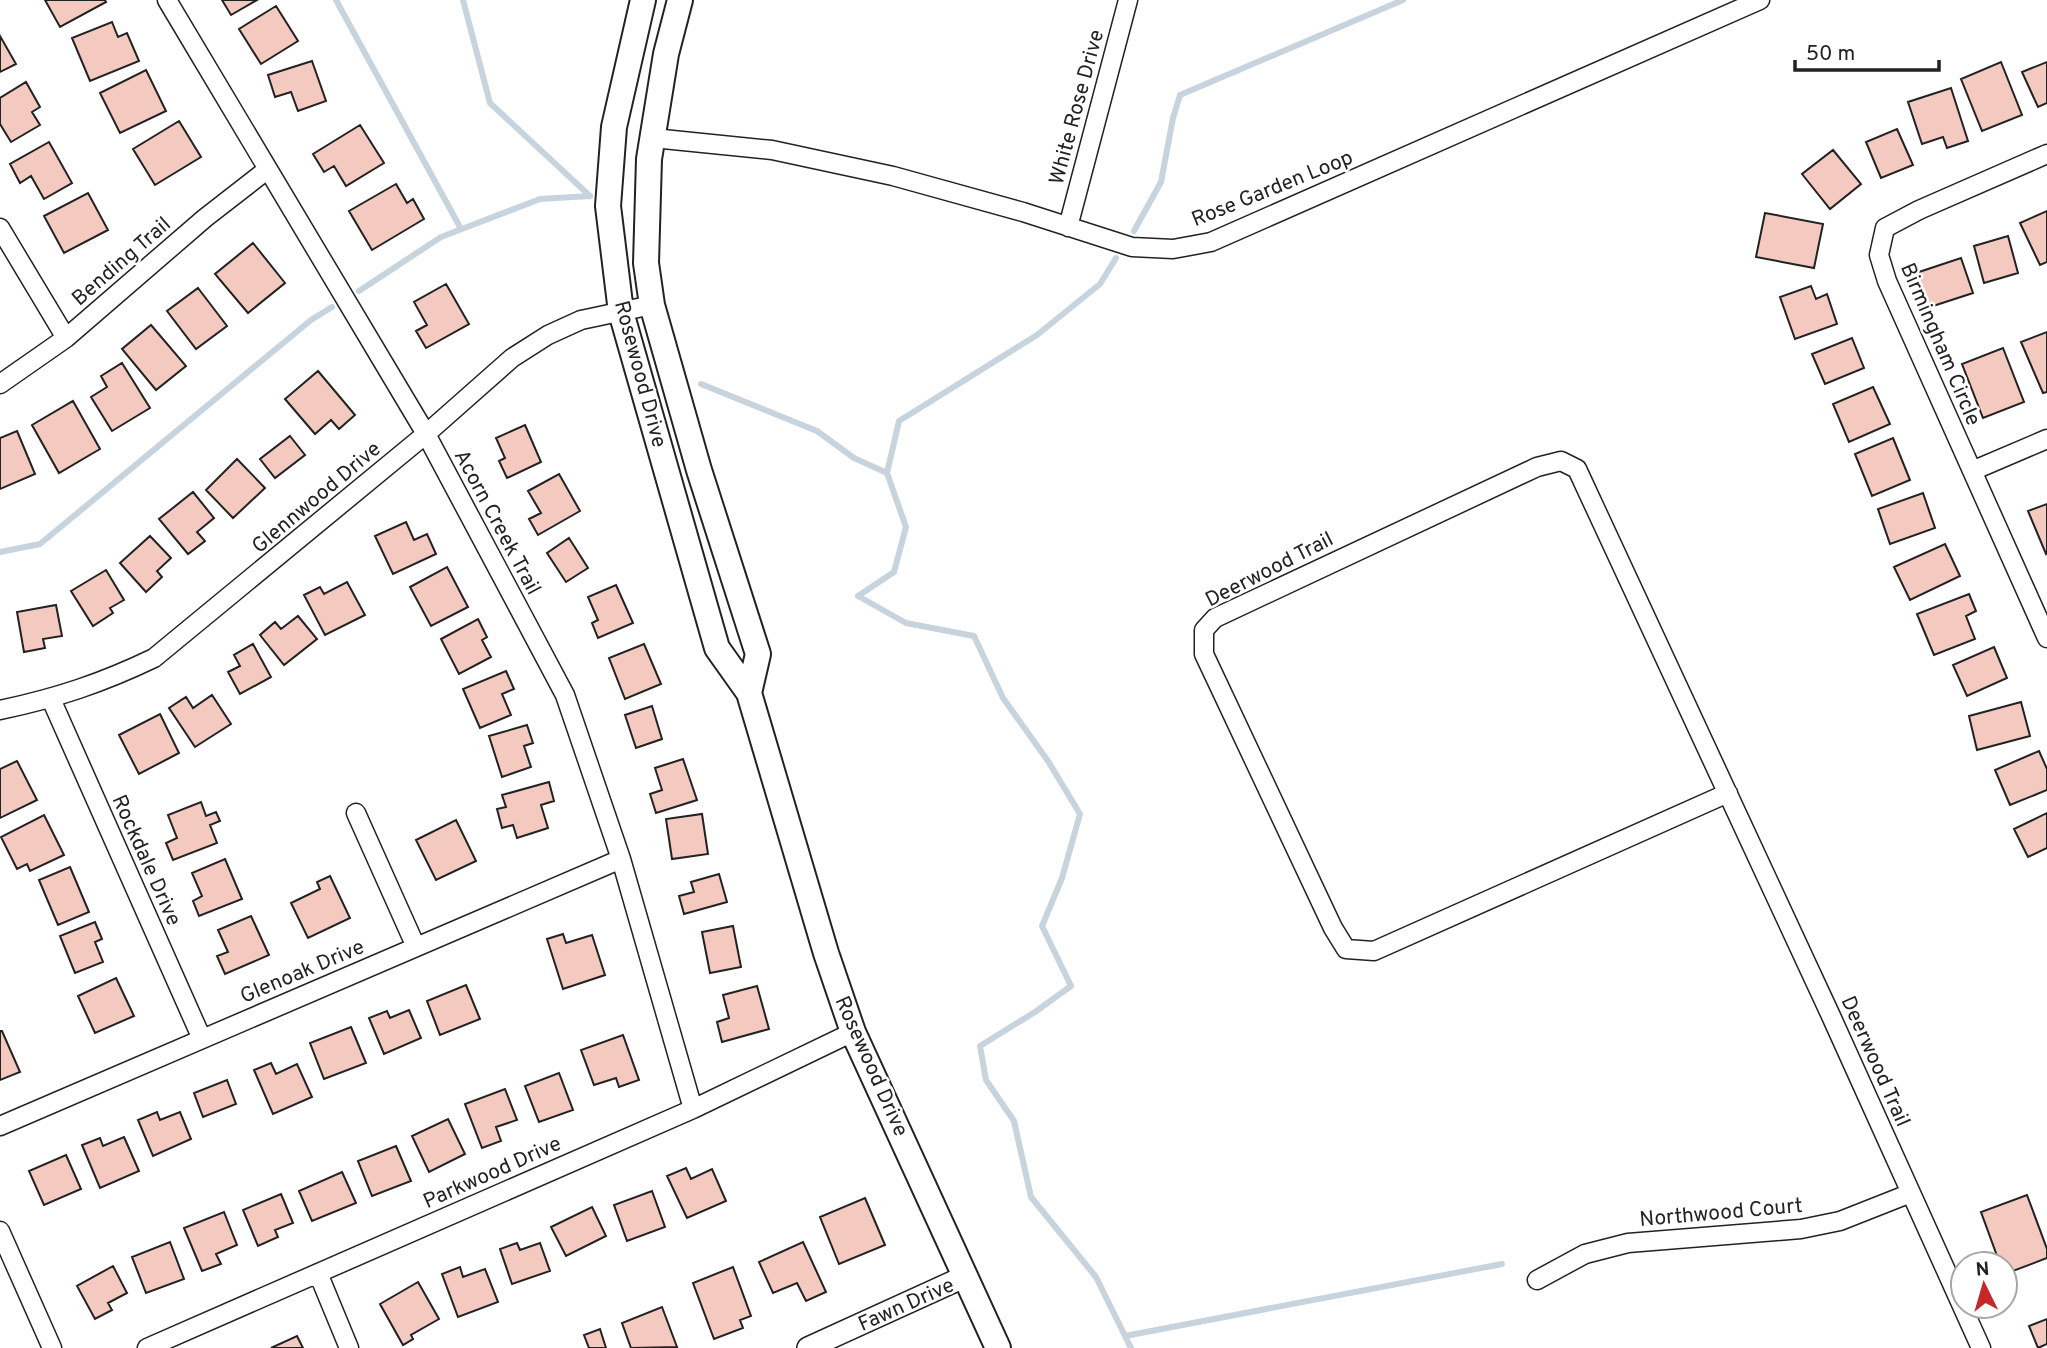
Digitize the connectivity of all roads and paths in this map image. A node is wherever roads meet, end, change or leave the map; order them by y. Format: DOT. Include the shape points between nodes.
graph roads {
  1 [pos="167,0"];
  2 [pos="643,0"];
  3 [pos="680,0"];
  4 [pos="1128,0"];
  5 [pos="1760,0"];
  6 [pos="653,138"];
  7 [pos="2047,154"];
  8 [pos="268,169"];
  9 [pos="1068,226"];
  10 [pos="0,228"];
  11 [pos="652,305"];
  12 [pos="621,312"];
  13 [pos="66,338"];
  14 [pos="0,384"];
  15 [pos="426,434"];
  16 [pos="2047,439"];
  17 [pos="1972,471"];
  18 [pos="2047,638"];
  19 [pos="749,693"];
  20 [pos="51,699"];
  21 [pos="0,710"];
  22 [pos="1728,793"];
  23 [pos="356,813"];
  24 [pos="621,859"];
  25 [pos="416,947"];
  26 [pos="853,1032"];
  27 [pos="202,1039"];
  28 [pos="693,1109"];
  29 [pos="0,1126"];
  30 [pos="1911,1193"];
  31 [pos="0,1231"];
  32 [pos="318,1273"];
  33 [pos="966,1276"];
  34 [pos="1537,1280"];
  35 [pos="52,1348"];
  36 [pos="148,1348"];
  37 [pos="349,1348"];
  38 [pos="808,1348"];
  39 [pos="998,1348"];
  40 [pos="1981,1348"];
  1 -- 8 [label="street, Acorn Creek Trail"];
  2 -- 12 [label="main road, Rosewood Drive" via="614,127 608,206"];
  3 -- 6 [label="main road, Rosewood Drive"];
  4 -- 9 [label="street, White Rose Drive"];
  5 -- 9 [label="street, Rose Garden Loop" via="1211,242 1173,249 1132,247"];
  6 -- 9 [label="street, Rose Garden Loop" via="772,150 893,177"];
  6 -- 11 [label="main road, Rosewood Drive" via="646,264"];
  7 -- 17 [label="street, Birmingham Circle" via="1885,228 1879,255 1892,293"];
  8 -- 13 [label="street, Bending Trail"];
  8 -- 15 [label="street, Acorn Creek Trail"];
  10 -- 13 [label="street"];
  11 -- 12 [label="street, Glennwood Drive"];
  11 -- 19 [label="main road, Rosewood Drive" via="758,654"];
  12 -- 15 [label="street, Glennwood Drive" via="581,320 548,335 521,352"];
  12 -- 19 [label="main road, Rosewood Drive" via="717,648"];
  13 -- 14 [label="street, Bending Trail"];
  15 -- 20 [label="street, Glennwood Drive" via="154,658"];
  15 -- 24 [label="street, Acorn Creek Trail" via="565,695"];
  16 -- 17 [label="street"];
  17 -- 18 [label="street, Birmingham Circle"];
  19 -- 26 [label="main road, Rosewood Drive"];
  20 -- 21 [label="street, Glennwood Drive"];
  20 -- 27 [label="street, Rockdale Drive"];
  22 -- 22 [label="street, Deerwood Trail" via="1577,469 1561,461 1537,467 1215,618 1203,630 1204,654 1346,949 1374,951"];
  22 -- 30 [label="street, Deerwood Trail"];
  23 -- 25 [label="street"];
  24 -- 25 [label="street, Glenoak Drive"];
  24 -- 28 [label="street, Acorn Creek Trail"];
  25 -- 27 [label="street, Glenoak Drive"];
  26 -- 28 [label="street, Parkwood Drive"];
  26 -- 33 [label="main road, Rosewood Drive"];
  27 -- 29 [label="street, Glenoak Drive"];
  28 -- 32 [label="street, Parkwood Drive"];
  30 -- 34 [label="street, Northwood Court" via="1840,1221 1801,1229 1628,1243 1585,1254"];
  30 -- 40 [label="street, Deerwood Trail"];
  31 -- 35 [label="street"];
  32 -- 36 [label="street, Parkwood Drive"];
  32 -- 37 [label="street"];
  33 -- 38 [label="street, Fawn Drive"];
  33 -- 39 [label="main road, Rosewood Drive"];
}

# # # # #

(How to complete this task) The entries above need to be printed again exactly; please exclude all pictures.

(Finished task)
Digitize the connectivity of all roads and paths in this map image. A node is wherever roads meet, end, change or leave the map; order them by y. Format: DOT. Include the shape points between nodes.
graph roads {
  1 [pos="167,0"];
  2 [pos="643,0"];
  3 [pos="680,0"];
  4 [pos="1128,0"];
  5 [pos="1760,0"];
  6 [pos="653,138"];
  7 [pos="2047,154"];
  8 [pos="268,169"];
  9 [pos="1068,226"];
  10 [pos="0,228"];
  11 [pos="652,305"];
  12 [pos="621,312"];
  13 [pos="66,338"];
  14 [pos="0,384"];
  15 [pos="426,434"];
  16 [pos="2047,439"];
  17 [pos="1972,471"];
  18 [pos="2047,638"];
  19 [pos="749,693"];
  20 [pos="51,699"];
  21 [pos="0,710"];
  22 [pos="1728,793"];
  23 [pos="356,813"];
  24 [pos="621,859"];
  25 [pos="416,947"];
  26 [pos="853,1032"];
  27 [pos="202,1039"];
  28 [pos="693,1109"];
  29 [pos="0,1126"];
  30 [pos="1911,1193"];
  31 [pos="0,1231"];
  32 [pos="318,1273"];
  33 [pos="966,1276"];
  34 [pos="1537,1280"];
  35 [pos="52,1348"];
  36 [pos="148,1348"];
  37 [pos="349,1348"];
  38 [pos="808,1348"];
  39 [pos="998,1348"];
  40 [pos="1981,1348"];
  1 -- 8 [label="street, Acorn Creek Trail"];
  2 -- 12 [label="main road, Rosewood Drive" via="614,127 608,206"];
  3 -- 6 [label="main road, Rosewood Drive"];
  4 -- 9 [label="street, White Rose Drive"];
  5 -- 9 [label="street, Rose Garden Loop" via="1211,242 1173,249 1132,247"];
  6 -- 9 [label="street, Rose Garden Loop" via="772,150 893,177"];
  6 -- 11 [label="main road, Rosewood Drive" via="646,264"];
  7 -- 17 [label="street, Birmingham Circle" via="1885,228 1879,255 1892,293"];
  8 -- 13 [label="street, Bending Trail"];
  8 -- 15 [label="street, Acorn Creek Trail"];
  10 -- 13 [label="street"];
  11 -- 12 [label="street, Glennwood Drive"];
  11 -- 19 [label="main road, Rosewood Drive" via="758,654"];
  12 -- 15 [label="street, Glennwood Drive" via="581,320 548,335 521,352"];
  12 -- 19 [label="main road, Rosewood Drive" via="717,648"];
  13 -- 14 [label="street, Bending Trail"];
  15 -- 20 [label="street, Glennwood Drive" via="154,658"];
  15 -- 24 [label="street, Acorn Creek Trail" via="565,695"];
  16 -- 17 [label="street"];
  17 -- 18 [label="street, Birmingham Circle"];
  19 -- 26 [label="main road, Rosewood Drive"];
  20 -- 21 [label="street, Glennwood Drive"];
  20 -- 27 [label="street, Rockdale Drive"];
  22 -- 22 [label="street, Deerwood Trail" via="1577,469 1561,461 1537,467 1215,618 1203,630 1204,654 1346,949 1374,951"];
  22 -- 30 [label="street, Deerwood Trail"];
  23 -- 25 [label="street"];
  24 -- 25 [label="street, Glenoak Drive"];
  24 -- 28 [label="street, Acorn Creek Trail"];
  25 -- 27 [label="street, Glenoak Drive"];
  26 -- 28 [label="street, Parkwood Drive"];
  26 -- 33 [label="main road, Rosewood Drive"];
  27 -- 29 [label="street, Glenoak Drive"];
  28 -- 32 [label="street, Parkwood Drive"];
  30 -- 34 [label="street, Northwood Court" via="1840,1221 1801,1229 1628,1243 1585,1254"];
  30 -- 40 [label="street, Deerwood Trail"];
  31 -- 35 [label="street"];
  32 -- 36 [label="street, Parkwood Drive"];
  32 -- 37 [label="street"];
  33 -- 38 [label="street, Fawn Drive"];
  33 -- 39 [label="main road, Rosewood Drive"];
}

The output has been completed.